**REQUIRED WORK**
Exact repetition of the whole listing is what this exercise asks for.

----------

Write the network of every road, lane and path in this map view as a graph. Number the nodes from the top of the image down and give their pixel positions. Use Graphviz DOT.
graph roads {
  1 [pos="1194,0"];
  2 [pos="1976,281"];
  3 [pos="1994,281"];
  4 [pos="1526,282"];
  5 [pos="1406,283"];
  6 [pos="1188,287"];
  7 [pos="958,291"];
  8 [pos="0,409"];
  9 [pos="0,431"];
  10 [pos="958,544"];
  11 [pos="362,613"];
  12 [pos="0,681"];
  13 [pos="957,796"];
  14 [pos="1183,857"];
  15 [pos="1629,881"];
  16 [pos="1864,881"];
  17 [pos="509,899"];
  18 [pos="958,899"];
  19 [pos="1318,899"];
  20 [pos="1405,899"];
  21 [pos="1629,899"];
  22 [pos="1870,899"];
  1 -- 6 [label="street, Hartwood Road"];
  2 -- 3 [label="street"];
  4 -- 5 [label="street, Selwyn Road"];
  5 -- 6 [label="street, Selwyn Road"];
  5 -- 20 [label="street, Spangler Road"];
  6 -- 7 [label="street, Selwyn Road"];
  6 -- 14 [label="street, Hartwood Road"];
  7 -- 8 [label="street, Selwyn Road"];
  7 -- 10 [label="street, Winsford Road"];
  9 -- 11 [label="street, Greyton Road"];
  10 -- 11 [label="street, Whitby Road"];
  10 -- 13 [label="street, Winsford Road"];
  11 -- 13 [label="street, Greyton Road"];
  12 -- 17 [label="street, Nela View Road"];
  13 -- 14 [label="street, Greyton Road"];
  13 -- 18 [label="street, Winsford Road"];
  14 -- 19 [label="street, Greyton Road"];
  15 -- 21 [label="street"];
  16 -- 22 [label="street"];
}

----------

**EXERCISE ANSWER**
Write the network of every road, lane and path in this map view as a graph. Number the nodes from the top of the image down and give their pixel positions. Use Graphviz DOT.
graph roads {
  1 [pos="1194,0"];
  2 [pos="1976,281"];
  3 [pos="1994,281"];
  4 [pos="1526,282"];
  5 [pos="1406,283"];
  6 [pos="1188,287"];
  7 [pos="958,291"];
  8 [pos="0,409"];
  9 [pos="0,431"];
  10 [pos="958,544"];
  11 [pos="362,613"];
  12 [pos="0,681"];
  13 [pos="957,796"];
  14 [pos="1183,857"];
  15 [pos="1629,881"];
  16 [pos="1864,881"];
  17 [pos="509,899"];
  18 [pos="958,899"];
  19 [pos="1318,899"];
  20 [pos="1405,899"];
  21 [pos="1629,899"];
  22 [pos="1870,899"];
  1 -- 6 [label="street, Hartwood Road"];
  2 -- 3 [label="street"];
  4 -- 5 [label="street, Selwyn Road"];
  5 -- 6 [label="street, Selwyn Road"];
  5 -- 20 [label="street, Spangler Road"];
  6 -- 7 [label="street, Selwyn Road"];
  6 -- 14 [label="street, Hartwood Road"];
  7 -- 8 [label="street, Selwyn Road"];
  7 -- 10 [label="street, Winsford Road"];
  9 -- 11 [label="street, Greyton Road"];
  10 -- 11 [label="street, Whitby Road"];
  10 -- 13 [label="street, Winsford Road"];
  11 -- 13 [label="street, Greyton Road"];
  12 -- 17 [label="street, Nela View Road"];
  13 -- 14 [label="street, Greyton Road"];
  13 -- 18 [label="street, Winsford Road"];
  14 -- 19 [label="street, Greyton Road"];
  15 -- 21 [label="street"];
  16 -- 22 [label="street"];
}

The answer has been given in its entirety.